Annette Presley: ‘Feel the fear and do it anyway’
A long list of charity work and a focus on living a good and healthy life occupies one of the country’s leading business people. Annette Presley shares her insight.
Words: Kate Coughlan Photos: Matthew Williams
“Feel the fear and do it anyway,” is the mantra that used to propel Annette Presley, ONZM, on her journey to build not one but two profitable tech empires.
Today, the driver motivating Annette – successful businessperson, public speaker, philanthropist and former reality-show talent – is much more about wanting to inspire others on their journey, particularly young women.
“Young girls have huge possibilities to rule the world, but they don’t seem inspired enough. I love mentoring young women as I see in them a spark waiting to be ignited.”
And it is Annette’s own journey that gives her the credibility with many young women. For Annette has walked the talk, and this resonates with attendees at her Elicit workshops and “dream days” for young women.

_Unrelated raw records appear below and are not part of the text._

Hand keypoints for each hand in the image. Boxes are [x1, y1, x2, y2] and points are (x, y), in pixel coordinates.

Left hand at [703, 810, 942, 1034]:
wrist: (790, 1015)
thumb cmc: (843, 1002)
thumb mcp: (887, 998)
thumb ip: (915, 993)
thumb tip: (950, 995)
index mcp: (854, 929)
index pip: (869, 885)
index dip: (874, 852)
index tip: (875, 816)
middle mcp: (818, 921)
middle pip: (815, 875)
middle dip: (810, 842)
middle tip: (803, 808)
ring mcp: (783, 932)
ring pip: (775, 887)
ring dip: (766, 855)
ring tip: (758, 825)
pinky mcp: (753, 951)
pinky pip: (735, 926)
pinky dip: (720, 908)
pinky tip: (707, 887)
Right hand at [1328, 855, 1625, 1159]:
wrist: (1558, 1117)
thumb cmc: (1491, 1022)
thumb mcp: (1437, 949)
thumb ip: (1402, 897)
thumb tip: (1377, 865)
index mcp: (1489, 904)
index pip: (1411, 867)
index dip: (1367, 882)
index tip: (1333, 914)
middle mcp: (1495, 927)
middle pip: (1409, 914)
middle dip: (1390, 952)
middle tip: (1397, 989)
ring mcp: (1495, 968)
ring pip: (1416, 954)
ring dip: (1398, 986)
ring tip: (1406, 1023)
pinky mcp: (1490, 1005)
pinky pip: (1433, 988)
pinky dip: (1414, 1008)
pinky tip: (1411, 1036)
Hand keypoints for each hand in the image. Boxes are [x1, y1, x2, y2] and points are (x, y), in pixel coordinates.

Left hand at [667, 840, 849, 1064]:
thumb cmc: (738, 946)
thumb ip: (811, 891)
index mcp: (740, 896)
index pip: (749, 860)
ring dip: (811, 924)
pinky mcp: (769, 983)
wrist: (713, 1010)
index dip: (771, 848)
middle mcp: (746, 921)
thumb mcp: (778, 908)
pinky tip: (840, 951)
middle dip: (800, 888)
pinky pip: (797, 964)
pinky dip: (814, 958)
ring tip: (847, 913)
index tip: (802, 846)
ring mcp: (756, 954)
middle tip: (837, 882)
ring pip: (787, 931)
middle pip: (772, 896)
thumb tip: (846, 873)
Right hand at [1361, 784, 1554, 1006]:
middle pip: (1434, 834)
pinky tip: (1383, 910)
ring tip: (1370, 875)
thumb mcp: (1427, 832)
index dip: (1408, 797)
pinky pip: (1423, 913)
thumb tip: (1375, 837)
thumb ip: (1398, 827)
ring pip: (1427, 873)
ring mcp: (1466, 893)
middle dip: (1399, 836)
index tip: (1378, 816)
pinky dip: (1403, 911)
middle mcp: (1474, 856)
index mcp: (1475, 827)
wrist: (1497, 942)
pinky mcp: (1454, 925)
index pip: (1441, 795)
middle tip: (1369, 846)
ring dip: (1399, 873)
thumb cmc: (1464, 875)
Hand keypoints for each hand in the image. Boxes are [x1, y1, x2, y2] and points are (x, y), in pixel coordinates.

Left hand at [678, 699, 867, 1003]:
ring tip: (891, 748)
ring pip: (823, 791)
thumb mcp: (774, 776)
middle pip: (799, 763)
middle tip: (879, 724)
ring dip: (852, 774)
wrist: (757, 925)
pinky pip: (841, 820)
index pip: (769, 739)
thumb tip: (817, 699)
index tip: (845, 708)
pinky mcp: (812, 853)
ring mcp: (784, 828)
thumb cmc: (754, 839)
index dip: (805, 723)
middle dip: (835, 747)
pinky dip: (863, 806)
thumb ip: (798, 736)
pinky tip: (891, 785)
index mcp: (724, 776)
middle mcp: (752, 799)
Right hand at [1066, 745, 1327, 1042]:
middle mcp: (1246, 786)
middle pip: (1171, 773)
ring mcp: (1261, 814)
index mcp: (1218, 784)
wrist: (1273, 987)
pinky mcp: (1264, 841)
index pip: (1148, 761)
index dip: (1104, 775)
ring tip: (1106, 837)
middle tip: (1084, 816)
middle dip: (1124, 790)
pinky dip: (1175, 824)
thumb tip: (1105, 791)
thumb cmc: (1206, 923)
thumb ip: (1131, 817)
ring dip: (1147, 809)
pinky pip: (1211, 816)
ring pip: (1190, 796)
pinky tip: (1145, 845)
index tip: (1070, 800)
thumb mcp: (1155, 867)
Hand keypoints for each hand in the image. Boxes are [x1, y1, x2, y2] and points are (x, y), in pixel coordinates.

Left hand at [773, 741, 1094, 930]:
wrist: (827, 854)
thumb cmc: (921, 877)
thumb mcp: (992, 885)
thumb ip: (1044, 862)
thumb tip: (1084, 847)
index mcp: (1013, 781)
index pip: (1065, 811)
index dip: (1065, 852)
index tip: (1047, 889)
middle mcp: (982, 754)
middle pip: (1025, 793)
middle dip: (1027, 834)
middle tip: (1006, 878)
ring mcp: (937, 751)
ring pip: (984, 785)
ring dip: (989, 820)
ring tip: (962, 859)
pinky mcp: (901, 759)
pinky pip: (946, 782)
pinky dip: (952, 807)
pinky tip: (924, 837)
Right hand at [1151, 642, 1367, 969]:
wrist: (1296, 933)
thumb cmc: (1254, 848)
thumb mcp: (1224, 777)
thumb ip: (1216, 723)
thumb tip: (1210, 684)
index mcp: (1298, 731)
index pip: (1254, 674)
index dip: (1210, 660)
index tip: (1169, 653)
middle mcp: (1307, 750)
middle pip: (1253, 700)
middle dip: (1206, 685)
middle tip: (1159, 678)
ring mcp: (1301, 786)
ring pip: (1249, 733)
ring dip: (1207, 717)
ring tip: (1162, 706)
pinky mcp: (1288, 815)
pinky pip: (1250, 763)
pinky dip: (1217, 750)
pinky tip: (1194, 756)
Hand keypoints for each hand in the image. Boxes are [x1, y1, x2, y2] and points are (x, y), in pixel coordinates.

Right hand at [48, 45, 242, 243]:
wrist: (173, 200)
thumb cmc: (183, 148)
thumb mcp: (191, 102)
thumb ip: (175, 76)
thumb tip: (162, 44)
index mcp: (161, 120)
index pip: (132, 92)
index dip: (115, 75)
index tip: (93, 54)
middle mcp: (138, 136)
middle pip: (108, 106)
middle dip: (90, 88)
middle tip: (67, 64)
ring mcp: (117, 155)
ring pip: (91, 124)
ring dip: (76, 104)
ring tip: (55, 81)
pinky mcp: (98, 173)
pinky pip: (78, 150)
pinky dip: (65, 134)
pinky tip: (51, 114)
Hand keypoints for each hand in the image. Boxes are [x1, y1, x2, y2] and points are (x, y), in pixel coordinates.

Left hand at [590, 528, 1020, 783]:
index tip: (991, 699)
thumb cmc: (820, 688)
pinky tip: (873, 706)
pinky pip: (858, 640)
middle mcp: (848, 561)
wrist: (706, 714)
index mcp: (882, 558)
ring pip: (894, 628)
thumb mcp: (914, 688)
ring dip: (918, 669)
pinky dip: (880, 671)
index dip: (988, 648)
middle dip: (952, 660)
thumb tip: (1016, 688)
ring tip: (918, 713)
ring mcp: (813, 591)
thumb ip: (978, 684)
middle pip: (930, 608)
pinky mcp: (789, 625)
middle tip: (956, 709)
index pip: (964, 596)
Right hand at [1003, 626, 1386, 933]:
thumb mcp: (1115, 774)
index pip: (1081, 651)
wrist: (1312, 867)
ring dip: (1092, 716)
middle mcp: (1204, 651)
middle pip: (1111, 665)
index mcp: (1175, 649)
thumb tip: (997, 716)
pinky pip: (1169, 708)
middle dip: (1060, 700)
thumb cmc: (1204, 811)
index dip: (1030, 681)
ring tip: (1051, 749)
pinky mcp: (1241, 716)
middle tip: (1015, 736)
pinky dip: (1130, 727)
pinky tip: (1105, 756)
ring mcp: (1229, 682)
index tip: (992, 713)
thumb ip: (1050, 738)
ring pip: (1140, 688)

“I started my charity, Elicit, after I sold out of the business [made up of Callplus Business, Slingshot, 2talk, Flip and Orcon] in 2015. We hold workshops in schools to help the teenage girls create 'dream boards'. There are motivational speakers, as well as myself, encouraging young women to believe in setting lifelong goals. And I am in the process of setting up a scholarship programme for the most promising of these young women.”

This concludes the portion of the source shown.